Studies on some aspects of peroxidase from submaxillary gland

Abstract

A peroxidase has been purified 25- to 30-fold over crude homogenate from goat submaxillary gland, which shows a single band of protein on polyacrylamide gel electrophoresis at four different pH values (4.6-10.0). A molecular weight (M_r) of approximately 2 × 10⁴ per heme binding site has been found. The molecular weight of the enzyme determined by Sephadex-gel filtration method, appeared to be 4 × 10^4. The sedimentation pattern of the purified enzyme shows a symmetrical peak, although there was evidence of some small heterogenous material near the meniscus.
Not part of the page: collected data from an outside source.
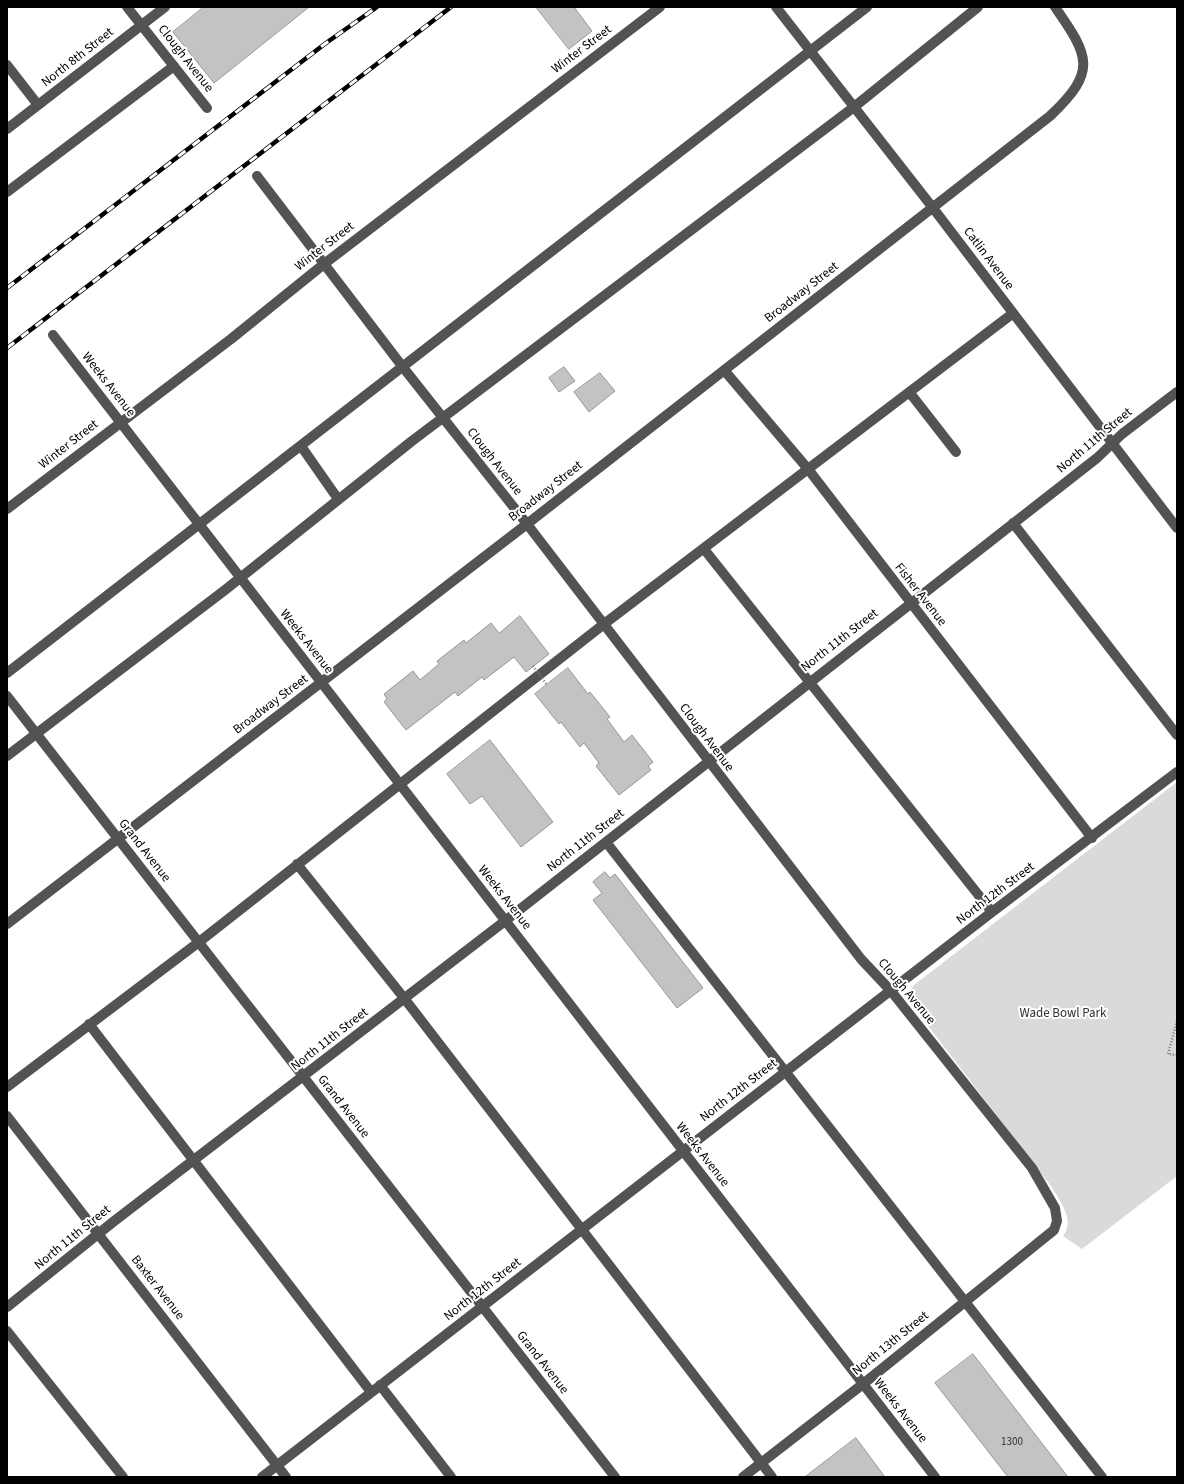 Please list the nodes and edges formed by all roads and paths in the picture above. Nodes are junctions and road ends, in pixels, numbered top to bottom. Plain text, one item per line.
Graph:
1 (128, 7) edge
2 (165, 7) edge
3 (660, 7) edge
4 (776, 7) edge
5 (867, 7) edge
6 (978, 7) edge
7 (1056, 7) edge
8 (142, 25) junction
9 (811, 52) junction
10 (7, 64) edge
11 (174, 66) junction
12 (38, 105) junction
13 (854, 107) junction
14 (207, 108) dead end
15 (7, 130) edge
16 (257, 176) dead end
17 (7, 192) edge
18 (933, 208) junction
19 (324, 264) junction
20 (1012, 314) junction
21 (53, 335) dead end
22 (402, 366) junction
23 (724, 370) junction
24 (1177, 392) edge
25 (910, 393) junction
26 (443, 418) junction
27 (120, 422) junction
28 (1112, 444) junction
29 (301, 446) junction
30 (956, 452) dead end
31 (808, 469) junction
32 (338, 499) junction
33 (7, 509) edge
34 (1013, 523) junction
35 (199, 524) junction
36 (526, 524) junction
37 (1177, 528) edge
38 (704, 549) junction
39 (240, 578) junction
40 (910, 603) junction
41 (604, 624) junction
42 (533, 666) dead end
43 (7, 673) edge
44 (321, 683) junction
45 (808, 683) junction
46 (547, 685) dead end
47 (7, 696) edge
48 (36, 734) junction
49 (1177, 735) edge
50 (7, 756) edge
51 (708, 762) junction
52 (1177, 772) edge
53 (400, 785) junction
54 (117, 838) junction
55 (1092, 838) junction
56 (606, 842) junction
57 (297, 864) junction
58 (992, 912) junction
59 (505, 921) junction
60 (7, 924) edge
61 (199, 942) junction
62 (891, 991) junction
63 (404, 998) junction
64 (1177, 1021) edge
65 (89, 1024) junction
66 (1177, 1055) edge
67 (785, 1073) junction
68 (303, 1077) junction
69 (7, 1087) edge
70 (7, 1116) edge
71 (683, 1151) junction
72 (193, 1160) junction
73 (581, 1229) junction
74 (1054, 1230) joint
75 (98, 1234) junction
76 (964, 1301) junction
77 (7, 1307) edge
78 (481, 1307) junction
79 (7, 1331) edge
80 (863, 1384) junction
81 (380, 1385) junction
82 (371, 1392) junction
83 (762, 1463) junction
84 (276, 1465) junction
85 (123, 1477) edge
86 (262, 1477) edge
87 (286, 1477) edge
88 (451, 1477) edge
89 (615, 1477) edge
90 (743, 1477) edge
91 (772, 1477) edge
92 (935, 1477) edge
93 (1102, 1477) edge

1 - 8 street, Clough Avenue
2 - 8 street, North 8th Street
3 - 19 street, Winter Street
4 - 9 street, Catlin Avenue
5 - 9 street
6 - 13 street
7 - 18 street, Broadway Street
8 - 11 street, Clough Avenue
8 - 12 street, North 8th Street
9 - 13 street, Catlin Avenue
9 - 22 street
10 - 12 street
11 - 14 street, Clough Avenue
11 - 17 street
12 - 15 street, North 8th Street
13 - 18 street, Catlin Avenue
13 - 26 street
16 - 19 street, Clough Avenue
18 - 20 street, Catlin Avenue
18 - 23 street, Broadway Street
19 - 22 street, Clough Avenue
19 - 27 street, Winter Street
20 - 25 street
20 - 28 street, Catlin Avenue
21 - 27 street, Weeks Avenue
22 - 26 street, Clough Avenue
22 - 29 street
23 - 31 street, Fisher Avenue
23 - 36 street, Broadway Street
24 - 28 street, North 11th Street
25 - 30 street
25 - 31 street
26 - 32 street
26 - 36 street, Clough Avenue
27 - 33 street, Winter Street
27 - 35 street, Weeks Avenue
28 - 34 street, North 11th Street
28 - 37 street, Catlin Avenue
29 - 32 street
29 - 35 street
31 - 38 street
31 - 40 street, Fisher Avenue
32 - 39 street
34 - 40 street, North 11th Street
34 - 49 street
35 - 39 street, Weeks Avenue
35 - 43 street
36 - 41 street, Clough Avenue
36 - 44 street, Broadway Street
38 - 41 street
38 - 45 street
39 - 44 street, Weeks Avenue
39 - 48 street
40 - 45 street, North 11th Street
40 - 55 street, Fisher Avenue
41 - 51 street, Clough Avenue
41 - 53 street
42 - 46 path, bridge
44 - 53 street, Weeks Avenue
44 - 54 street, Broadway Street
45 - 51 street, North 11th Street
45 - 58 street
47 - 48 street, Grand Avenue
48 - 50 street
48 - 54 street, Grand Avenue
51 - 56 street, North 11th Street
51 - 62 street, Clough Avenue
52 - 55 street, North 12th Street
53 - 57 street
53 - 59 street, Weeks Avenue
54 - 60 street, Broadway Street
54 - 61 street, Grand Avenue
55 - 58 street, North 12th Street
56 - 59 street, North 11th Street
56 - 67 street
57 - 61 street
57 - 63 street
58 - 62 street, North 12th Street
59 - 63 street, North 11th Street
59 - 71 street, Weeks Avenue
61 - 65 street
61 - 68 street, Grand Avenue
62 - 67 street, North 12th Street
62 - 74 street, Clough Avenue
63 - 68 street, North 11th Street
63 - 73 street
64 - 66 path
65 - 69 street
65 - 72 street
67 - 71 street, North 12th Street
67 - 76 street
68 - 72 street, North 11th Street
68 - 78 street, Grand Avenue
70 - 75 street, Baxter Avenue
71 - 73 street, North 12th Street
71 - 80 street, Weeks Avenue
72 - 75 street, North 11th Street
72 - 82 street
73 - 78 street, North 12th Street
73 - 83 street
74 - 76 street, North 13th Street
75 - 77 street, North 11th Street
75 - 84 street, Baxter Avenue
76 - 80 street, North 13th Street
76 - 93 street
78 - 81 street, North 12th Street
78 - 89 street, Grand Avenue
79 - 85 street
80 - 83 street, North 13th Street
80 - 92 street, Weeks Avenue
81 - 82 street, North 12th Street
81 - 88 street
82 - 84 street, North 12th Street
83 - 90 street, North 13th Street
83 - 91 street
84 - 86 street, North 12th Street
84 - 87 street, Baxter Avenue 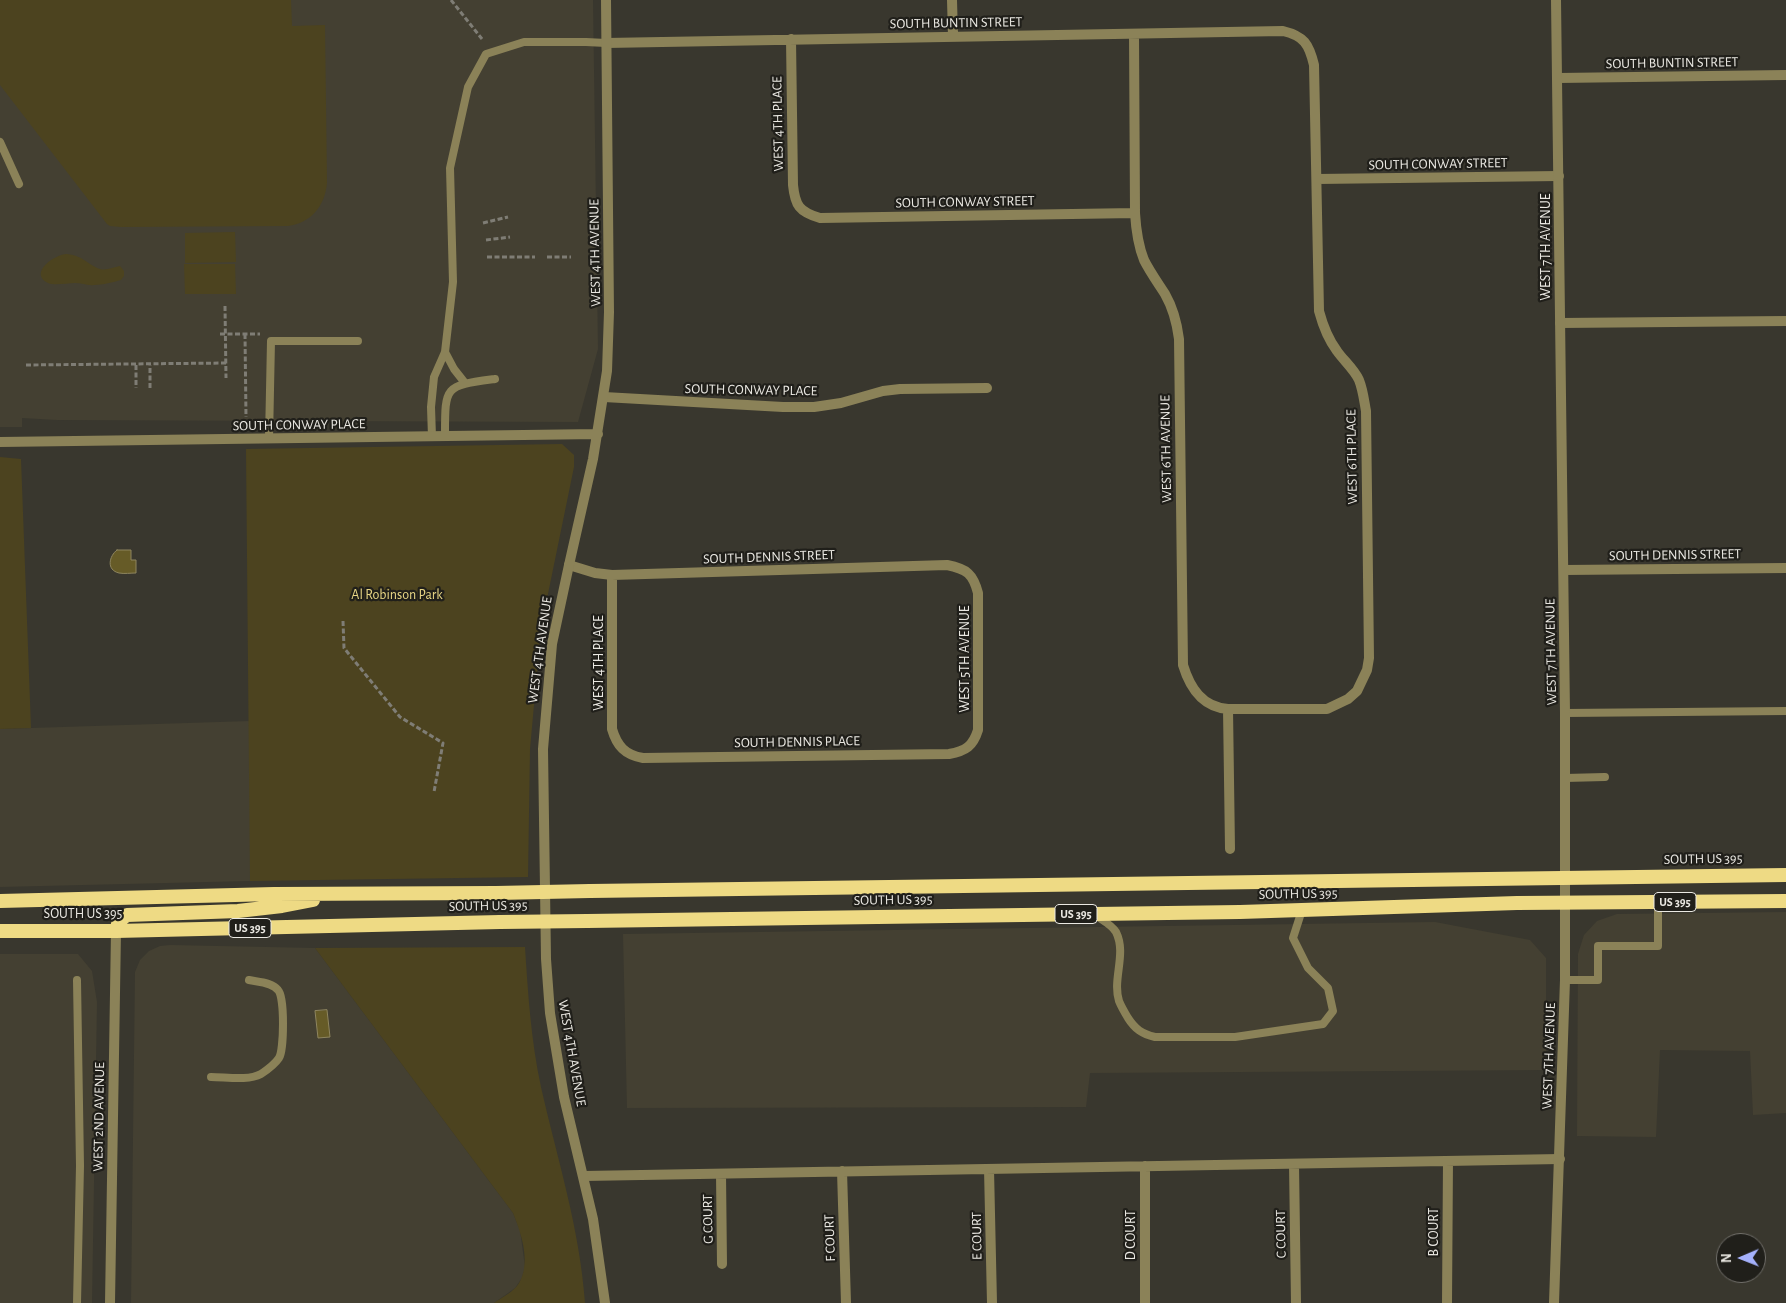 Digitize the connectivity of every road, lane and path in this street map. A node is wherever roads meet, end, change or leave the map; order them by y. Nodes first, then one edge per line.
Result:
1 (451, 0) edge
2 (606, 0) edge
3 (952, 0) edge
4 (1556, 0) edge
5 (1134, 34) junction
6 (953, 36) junction
7 (482, 39) dead end
8 (791, 39) junction
9 (1304, 40) joint
10 (606, 43) junction
11 (1786, 75) edge
12 (1558, 78) junction
13 (0, 142) edge
14 (1559, 176) junction
15 (1317, 179) junction
16 (19, 184) dead end
17 (799, 207) joint
18 (1135, 214) junction
19 (508, 218) dead end
20 (483, 223) dead end
21 (510, 236) dead end
22 (486, 240) dead end
23 (487, 257) dead end
24 (535, 257) dead end
25 (547, 257) dead end
26 (571, 257) dead end
27 (225, 306) dead end
28 (1786, 321) edge
29 (1560, 323) junction
30 (220, 334) dead end
31 (226, 334) junction
32 (245, 334) junction
33 (260, 334) dead end
34 (358, 341) dead end
35 (445, 352) junction
36 (226, 363) junction
37 (136, 365) junction
38 (150, 365) junction
39 (26, 366) dead end
40 (226, 378) dead end
41 (495, 379) dead end
42 (465, 383) junction
43 (136, 388) dead end
44 (150, 388) dead end
45 (986, 388) dead end
46 (604, 397) junction
47 (246, 417) dead end
48 (598, 434) junction
49 (432, 437) junction
50 (445, 437) junction
51 (269, 439) junction
52 (0, 442) edge
53 (569, 565) junction
54 (1786, 568) edge
55 (1564, 570) junction
56 (969, 573) joint
57 (612, 575) junction
58 (343, 621) dead end
59 (1228, 709) junction
60 (1786, 711) edge
61 (1566, 713) junction
62 (972, 744) joint
63 (622, 749) joint
64 (1605, 777) dead end
65 (1565, 778) junction
66 (434, 792) dead end
67 (1230, 849) dead end
68 (1786, 874) edge
69 (1565, 877) junction
70 (346, 894) junction
71 (0, 901) edge
72 (1786, 901) edge
73 (1658, 902) junction
74 (1565, 903) junction
75 (1302, 910) junction
76 (1093, 914) junction
77 (0, 931) edge
78 (116, 931) junction
79 (77, 980) dead end
80 (249, 980) dead end
81 (1565, 980) junction
82 (211, 1077) dead end
83 (1560, 1159) junction
84 (1448, 1161) junction
85 (1294, 1164) junction
86 (1144, 1166) junction
87 (989, 1169) junction
88 (842, 1172) junction
89 (721, 1174) junction
90 (584, 1176) junction
91 (722, 1264) dead end
92 (77, 1303) edge
93 (110, 1303) edge
94 (604, 1303) edge
95 (846, 1303) edge
96 (992, 1303) edge
97 (1145, 1303) edge
98 (1296, 1303) edge
99 (1447, 1303) edge
100 (1554, 1303) edge

1 - 7 path
2 - 10 street, WEST 4TH AVENUE
3 - 6 street
4 - 12 street, WEST 7TH AVENUE
5 - 6 street, SOUTH BUNTIN STREET
5 - 9 street, SOUTH BUNTIN STREET
5 - 18 street, WEST 6TH AVENUE
6 - 8 street, SOUTH BUNTIN STREET
8 - 10 street, SOUTH BUNTIN STREET
8 - 17 street, WEST 4TH PLACE
9 - 15 street, WEST 6TH PLACE
10 - 35 lane
10 - 46 street, WEST 4TH AVENUE
11 - 12 street, SOUTH BUNTIN STREET
12 - 14 street, WEST 7TH AVENUE
13 - 16 lane
14 - 15 street, SOUTH CONWAY STREET
14 - 29 street, WEST 7TH AVENUE
15 - 59 street, WEST 6TH PLACE
17 - 18 street, SOUTH CONWAY STREET
18 - 59 street, WEST 6TH AVENUE
19 - 20 path
21 - 22 path
23 - 24 path
25 - 26 path
27 - 31 path
28 - 29 street
29 - 55 street, WEST 7TH AVENUE
30 - 31 path
31 - 32 path
31 - 36 path
32 - 33 path
32 - 47 path
34 - 51 lane
35 - 42 lane
35 - 49 lane
36 - 38 path
36 - 40 path
37 - 38 path
37 - 39 path
37 - 43 path
38 - 44 path
41 - 42 lane
42 - 50 lane
45 - 46 street, SOUTH CONWAY PLACE
46 - 48 street, WEST 4TH AVENUE
48 - 50 street, SOUTH CONWAY PLACE
48 - 53 street, WEST 4TH AVENUE
49 - 50 street, SOUTH CONWAY PLACE
49 - 51 street, SOUTH CONWAY PLACE
51 - 52 street, SOUTH CONWAY PLACE
53 - 57 street, SOUTH DENNIS STREET
53 - 90 street, WEST 4TH AVENUE
54 - 55 street, SOUTH DENNIS STREET
55 - 61 street, WEST 7TH AVENUE
56 - 57 street, SOUTH DENNIS STREET
56 - 62 street, WEST 5TH AVENUE
57 - 63 street, WEST 4TH PLACE
58 - 66 path
59 - 67 street
60 - 61 lane
61 - 65 street, WEST 7TH AVENUE
62 - 63 street, SOUTH DENNIS PLACE
64 - 65 lane
65 - 69 street, WEST 7TH AVENUE
68 - 69 highway, SOUTH US 395 / US 395
69 - 70 highway, SOUTH US 395 / US 395, bridge
69 - 74 street, WEST 7TH AVENUE
70 - 71 highway, SOUTH US 395 / US 395
70 - 78 highway
72 - 73 highway, SOUTH US 395 / US 395
73 - 74 highway, SOUTH US 395 / US 395
73 - 81 lane
74 - 75 highway, SOUTH US 395 / US 395
74 - 81 street, WEST 7TH AVENUE
75 - 76 highway, SOUTH US 395 / US 395
75 - 76 lane
76 - 78 highway, SOUTH US 395 / US 395, bridge
77 - 78 highway, SOUTH US 395 / US 395
78 - 93 street, WEST 2ND AVENUE
79 - 92 lane
80 - 82 lane
81 - 83 street, WEST 7TH AVENUE
83 - 84 street
83 - 100 street, WEST 7TH AVENUE
84 - 85 street
84 - 99 street, B COURT
85 - 86 street
85 - 98 street, C COURT
86 - 87 street
86 - 97 street, D COURT
87 - 88 street
87 - 96 street, E COURT
88 - 89 street
88 - 95 street, F COURT
89 - 90 street
89 - 91 street, G COURT
90 - 94 street, WEST 4TH AVENUE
The sedimentation coefficient of the enzyme (s^o 20^wat 0.4% of the enzyme concentration) was found to be 4.18, which indicates the molecular weight of the enzyme to be approximately 6 × 10⁴. The purified peroxidase can oxidize 9.60 μmoles of guaiacol/min/mg of protein, shows maximum activity at pH 4.6 and has an apparent K_m of 7.15 × 10^-3_M for H₂O₂. The enzyme is inhibited by CN^-, N₃^-, F^- and iodoacetic acid, and stimulated by FAD, DPN⁺, TPN⁺. The spectral properties of the peroxidase suggest that the enzyme is a typical hemoprotein. The prosthetic group of this peroxidase can be separated from the apoenzyme by acid butanone treatment and has been identified as ferric protoporphyrin IX from the spectral studies as well as by the analysis of the reduced alkaline pyridine hemochrome prepared both from the enzyme and the separated prosthetic group. The molecular and enzymic properties of the original enzyme can be fully restored by the addition of the prosthetic group (separated from the enzyme) or bovine heme to the apoenzyme.